朔の里


「あなたの名前は何と言うんです?」
 そう尋ねた直江に妖は首を捻るばかりだ。言葉は通じても、話すことが出来ないため、会話が一方通行になりがちだった。今回も、妖から答えを得ることは出来ないだろう。
「私が付けても?」
 妖はその言葉に是と言うように、直江に擦り寄ってくる。その様子を確かめて、直江はふむと考える。
 名は重要なものだ。言葉は呪。名はそのものを縛ることにもなる。特に力の強いものに名を付けられると言うことは、そのもののこれからを左右することにもなってしまう。
 庭にそびえ立つ大木を見て、直江は考える。
「高耶――高耶はどうです?」
 直江が妖の瞳を見つつそう呼んだ瞬間、妖の体に雷のようなものが走った。
 直江に「高耶」と呼ばれた瞬間、否応なく妖の名は高耶に決まっていたのだ。
「高く、美しく、あの大木のように全てを包み込む懐の広いもの――高耶。いかがですか?」 その言葉に妖は、満足そうに目を細める。そして、直江が「高耶」と言うたび直江に鼻先を擦り付ける様子は、それを喜んでいるようだった。
 「高耶」と呼ぶたびどこにいても直江に走り寄ってくる高耶に、次第に直江も愛着を覚えていった。高耶の、直江を信頼しきった瞳も直江が愛着を抱く要因の一つだった。
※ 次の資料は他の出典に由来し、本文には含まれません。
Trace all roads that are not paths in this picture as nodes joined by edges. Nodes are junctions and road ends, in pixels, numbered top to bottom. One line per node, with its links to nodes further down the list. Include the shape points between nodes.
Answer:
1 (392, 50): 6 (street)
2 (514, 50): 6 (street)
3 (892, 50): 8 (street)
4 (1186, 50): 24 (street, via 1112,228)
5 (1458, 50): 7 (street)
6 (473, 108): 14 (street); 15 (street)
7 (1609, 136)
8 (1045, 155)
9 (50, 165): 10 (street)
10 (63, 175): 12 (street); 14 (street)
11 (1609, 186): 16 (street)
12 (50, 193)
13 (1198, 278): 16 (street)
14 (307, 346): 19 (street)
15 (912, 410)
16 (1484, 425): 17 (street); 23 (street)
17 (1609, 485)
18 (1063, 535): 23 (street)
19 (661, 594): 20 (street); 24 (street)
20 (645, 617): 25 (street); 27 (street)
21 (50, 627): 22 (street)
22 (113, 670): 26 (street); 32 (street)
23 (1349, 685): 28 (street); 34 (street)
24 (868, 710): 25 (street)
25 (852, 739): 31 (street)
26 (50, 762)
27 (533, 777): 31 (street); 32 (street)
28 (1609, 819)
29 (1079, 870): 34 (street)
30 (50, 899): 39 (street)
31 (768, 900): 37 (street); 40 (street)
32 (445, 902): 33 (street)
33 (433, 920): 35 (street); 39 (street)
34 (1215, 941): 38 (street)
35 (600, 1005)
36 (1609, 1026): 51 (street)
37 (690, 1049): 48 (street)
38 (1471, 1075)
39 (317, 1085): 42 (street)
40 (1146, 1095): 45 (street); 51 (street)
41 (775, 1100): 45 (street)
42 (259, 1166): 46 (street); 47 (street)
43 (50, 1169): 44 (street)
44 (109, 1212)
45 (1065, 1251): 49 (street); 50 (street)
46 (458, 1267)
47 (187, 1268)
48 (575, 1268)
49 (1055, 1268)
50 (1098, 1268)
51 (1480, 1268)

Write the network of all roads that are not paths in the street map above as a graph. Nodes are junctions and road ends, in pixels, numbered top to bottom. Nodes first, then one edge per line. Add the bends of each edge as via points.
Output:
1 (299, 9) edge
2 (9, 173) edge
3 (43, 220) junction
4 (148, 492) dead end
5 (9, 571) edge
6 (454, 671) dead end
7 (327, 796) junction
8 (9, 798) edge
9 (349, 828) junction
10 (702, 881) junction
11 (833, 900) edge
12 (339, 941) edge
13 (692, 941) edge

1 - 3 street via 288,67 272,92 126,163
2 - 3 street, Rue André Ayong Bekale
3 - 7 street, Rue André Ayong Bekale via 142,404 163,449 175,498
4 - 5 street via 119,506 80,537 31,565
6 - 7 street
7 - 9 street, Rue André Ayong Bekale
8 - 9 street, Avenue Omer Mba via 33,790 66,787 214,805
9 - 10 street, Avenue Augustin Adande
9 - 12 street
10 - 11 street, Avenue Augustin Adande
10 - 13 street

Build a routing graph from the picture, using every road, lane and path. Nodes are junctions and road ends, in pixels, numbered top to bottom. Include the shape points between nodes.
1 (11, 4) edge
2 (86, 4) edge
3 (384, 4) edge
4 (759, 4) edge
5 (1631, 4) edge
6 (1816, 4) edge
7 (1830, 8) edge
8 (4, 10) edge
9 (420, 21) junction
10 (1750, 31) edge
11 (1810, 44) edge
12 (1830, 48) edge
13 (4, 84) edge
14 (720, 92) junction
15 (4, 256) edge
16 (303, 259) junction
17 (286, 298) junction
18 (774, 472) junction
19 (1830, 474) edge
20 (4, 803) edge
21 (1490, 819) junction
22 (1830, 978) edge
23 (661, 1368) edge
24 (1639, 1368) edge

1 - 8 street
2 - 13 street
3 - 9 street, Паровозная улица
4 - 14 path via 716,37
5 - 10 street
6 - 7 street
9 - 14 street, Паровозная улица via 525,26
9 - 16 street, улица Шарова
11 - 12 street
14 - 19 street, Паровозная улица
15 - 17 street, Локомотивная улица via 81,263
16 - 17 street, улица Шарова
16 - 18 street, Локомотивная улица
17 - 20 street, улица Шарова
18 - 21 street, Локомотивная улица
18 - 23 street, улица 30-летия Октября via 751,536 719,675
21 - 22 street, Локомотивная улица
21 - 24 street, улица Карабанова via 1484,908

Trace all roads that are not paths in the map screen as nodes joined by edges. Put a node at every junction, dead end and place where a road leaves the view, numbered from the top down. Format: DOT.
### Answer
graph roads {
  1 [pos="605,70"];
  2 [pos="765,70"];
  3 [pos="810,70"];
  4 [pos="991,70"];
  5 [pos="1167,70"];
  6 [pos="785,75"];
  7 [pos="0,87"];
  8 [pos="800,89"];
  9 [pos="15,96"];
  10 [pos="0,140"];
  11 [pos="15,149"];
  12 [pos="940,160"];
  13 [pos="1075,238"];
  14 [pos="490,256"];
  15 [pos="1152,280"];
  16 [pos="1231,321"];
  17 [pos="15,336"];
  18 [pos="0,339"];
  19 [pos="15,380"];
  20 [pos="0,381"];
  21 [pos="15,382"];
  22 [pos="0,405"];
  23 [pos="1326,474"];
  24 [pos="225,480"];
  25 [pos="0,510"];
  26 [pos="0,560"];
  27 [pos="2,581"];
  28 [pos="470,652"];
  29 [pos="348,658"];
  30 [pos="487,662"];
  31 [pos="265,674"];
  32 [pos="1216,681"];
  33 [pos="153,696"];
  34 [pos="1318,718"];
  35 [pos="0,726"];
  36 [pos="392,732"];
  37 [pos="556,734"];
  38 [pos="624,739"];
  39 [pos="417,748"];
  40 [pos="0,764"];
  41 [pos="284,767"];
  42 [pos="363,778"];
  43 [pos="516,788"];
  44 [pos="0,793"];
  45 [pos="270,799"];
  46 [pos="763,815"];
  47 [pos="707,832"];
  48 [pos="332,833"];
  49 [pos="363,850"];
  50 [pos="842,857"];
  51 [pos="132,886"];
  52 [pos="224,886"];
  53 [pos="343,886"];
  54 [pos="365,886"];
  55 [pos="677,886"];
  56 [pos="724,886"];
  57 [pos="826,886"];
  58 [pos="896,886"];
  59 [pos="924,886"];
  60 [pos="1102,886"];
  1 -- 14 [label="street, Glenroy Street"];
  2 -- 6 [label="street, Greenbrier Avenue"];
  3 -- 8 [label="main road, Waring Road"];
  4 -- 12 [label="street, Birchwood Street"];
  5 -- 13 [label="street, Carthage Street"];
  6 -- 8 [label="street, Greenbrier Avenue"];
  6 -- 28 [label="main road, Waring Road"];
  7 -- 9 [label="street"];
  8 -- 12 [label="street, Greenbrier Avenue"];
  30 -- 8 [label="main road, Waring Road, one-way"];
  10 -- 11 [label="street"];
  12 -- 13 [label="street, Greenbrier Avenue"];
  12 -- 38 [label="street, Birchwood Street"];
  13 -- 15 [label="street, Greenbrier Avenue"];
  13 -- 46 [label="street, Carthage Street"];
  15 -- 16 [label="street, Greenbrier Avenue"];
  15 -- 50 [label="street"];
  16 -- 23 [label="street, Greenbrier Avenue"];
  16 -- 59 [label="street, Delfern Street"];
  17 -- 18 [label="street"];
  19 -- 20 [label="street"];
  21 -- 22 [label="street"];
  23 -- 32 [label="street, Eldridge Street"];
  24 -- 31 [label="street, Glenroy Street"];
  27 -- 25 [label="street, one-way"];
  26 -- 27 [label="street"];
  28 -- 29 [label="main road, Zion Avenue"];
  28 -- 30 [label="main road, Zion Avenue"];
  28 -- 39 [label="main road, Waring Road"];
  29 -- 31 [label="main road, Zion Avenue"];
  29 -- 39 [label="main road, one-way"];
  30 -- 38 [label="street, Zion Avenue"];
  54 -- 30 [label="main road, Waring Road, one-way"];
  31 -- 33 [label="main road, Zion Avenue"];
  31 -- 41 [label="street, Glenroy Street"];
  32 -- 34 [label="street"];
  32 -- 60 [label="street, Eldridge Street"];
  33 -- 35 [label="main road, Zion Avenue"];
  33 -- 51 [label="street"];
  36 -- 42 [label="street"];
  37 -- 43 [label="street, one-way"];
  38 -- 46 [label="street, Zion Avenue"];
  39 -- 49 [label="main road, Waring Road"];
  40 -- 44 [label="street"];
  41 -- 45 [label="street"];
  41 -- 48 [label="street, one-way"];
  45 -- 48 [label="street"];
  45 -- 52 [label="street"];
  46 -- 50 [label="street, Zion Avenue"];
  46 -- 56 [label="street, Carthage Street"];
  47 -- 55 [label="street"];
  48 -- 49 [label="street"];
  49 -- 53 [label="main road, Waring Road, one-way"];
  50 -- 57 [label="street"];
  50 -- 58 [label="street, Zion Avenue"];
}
「少々出かけてきますが、大人しく待っていて下さいね」
 屋敷の入り口で不安げに見詰める高耶に直江は語りかける。今日は久しぶりに狩りに行くつもりだった。人の形をして獣のような高耶を、人里離れているとはいえ、いくらなんでも屋敷の外に連れ出すことは出来ない。だから、直江は高耶に言い聞かせ、朝早く屋敷を後にした。


 獲物を担いだ直江は足早に屋敷を目指していた。人よけの呪は施してきているが、不測の事態というのは得てして起こるものだ。独り屋敷に残してきた高耶が心配で、一匹の兎を仕留めると、すぐに屋敷に取って返していた。
 屋敷の入り口に立った直江は、自分が出ていったときと変わりない様子に、取りあえず安堵し屋敷に足を踏み入れる。
 途端駆け寄ってきた高耶の様子に、思わず直江にも笑みが浮かぶ。けれど、その後のでき事に直江は驚愕してしまった。
「なぉえ――」
 それは、きちんとした発音ではなかった。しかし、今まで人の言葉を一切話さなかった妖から、直江の名前が零れたのだ。これが驚かずにいられようか。高耶が一切話さなかったのは、決して話したくないのではなく、人の言葉を発することが出来ないのだと解っていた直江にとって、その高耶から発せられた自分の名前は驚愕に値する物だった。
「ぅ……ぬ…ぁぉ――え?」
 不安そうに見上げてくる高耶を、直江は思わず抱きしめていた。
「もう一度、お願いします」
 直江の言葉に高耶は繰り返す。